今日の為替相場の値動きの主な要因と時間に沿った世界外国為替証拠金取引 (FX / Foreign Exchange) のマーケット・トレンドの動向と分析はまず、昨日の午後16時台の日本市場と欧州冬時間の欧州本土市場参入時の時間外の米国債券市場で一時4.296%付近に上昇後の米国長期金利がその後に上昇幅を縮小した影響があり、昨夜17時の日本市場終了後の英国ロンドン外国為替市場は、英国冬時間入りにつき英国夏時間よりも約1時間遅れの東京終値の17時付近からの参入となり、米国長期金利反落時に伴う債券利回りを受けた金利差縮小時のドル売りが入り、月末要因の利益確定や持ち高調整も入りやすかったことでは、昨日の日本市場で一時153円88銭付近の高値を記録後のドルは円相場で上昇幅を縮小し、昨夜19時46分頃の英国市場のドル円は一時152円45〜46銭付近になっていた。

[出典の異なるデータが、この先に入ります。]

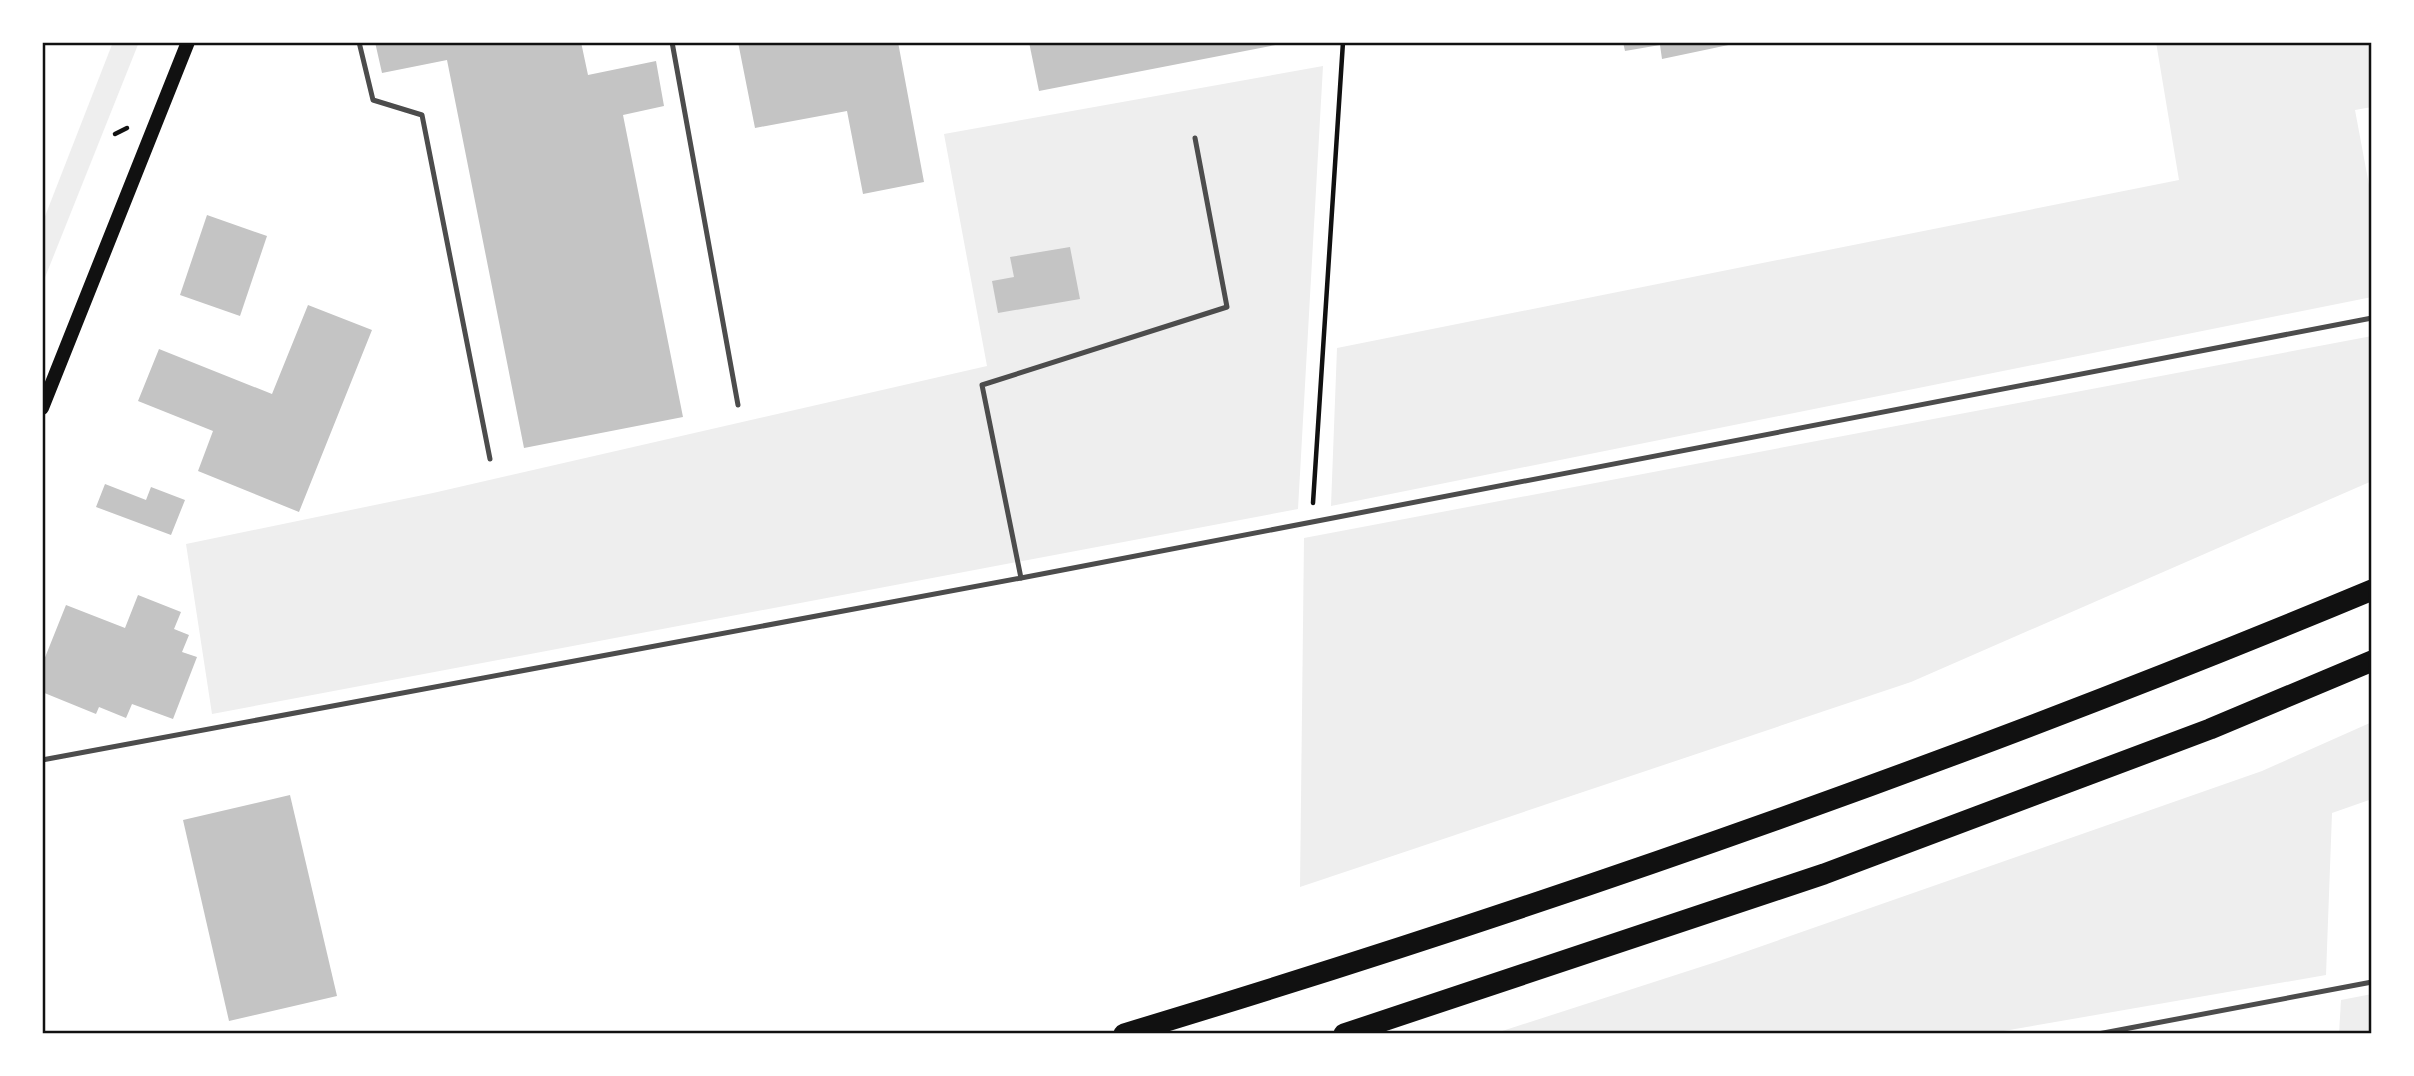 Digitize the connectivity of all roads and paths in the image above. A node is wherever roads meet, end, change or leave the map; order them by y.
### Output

昨日の朝の世界市場やアジア・オセアニア市場では、先週日曜日の日本政府の衆議院選挙で自民党と公明党が大敗し議席数が過半数割れの日本版ハング・パーラメント(Hung parliament / 宙吊り議会)になったことから、2009年以来の日本政治の不透明感を受けた大幅な円安ドル高が進行したが、元祖とも言える過去の英国版ハング・パーラメントの経験を持つ英国市場では比較的反応薄になり、月末要因の持ち高調整で世界最大規模のロンドン市場の主要取引通貨であるドルの利益確定売りや持ち高調整が進む一因となっていた。

また、最近は米国経済のソフトランディング (Soft landing / 軟着陸) 期待が続いていたが、昨日の欧州市場では。欧州中央銀行 (ECB / European Central Bank) 理事会メンバーのベルギー中央銀行のベルギー国立銀行 (BNB / 仏語:Banque Nationale de Belgique) のピエール・ウンシュ総裁が、「欧州ユーロ圏の経済は、依然としてソフトランディング(軟着陸)する可能性が高い」ことを指摘し、「金融緩和をさらに加速させる差し迫った必要性はない」と、市場での欧州大幅利下げ予想を牽制する様な発言をしたことも、対ドルでの欧州ユーロの買い戻しに影響を与えており、外貨影響として対ドル円相場に波及した。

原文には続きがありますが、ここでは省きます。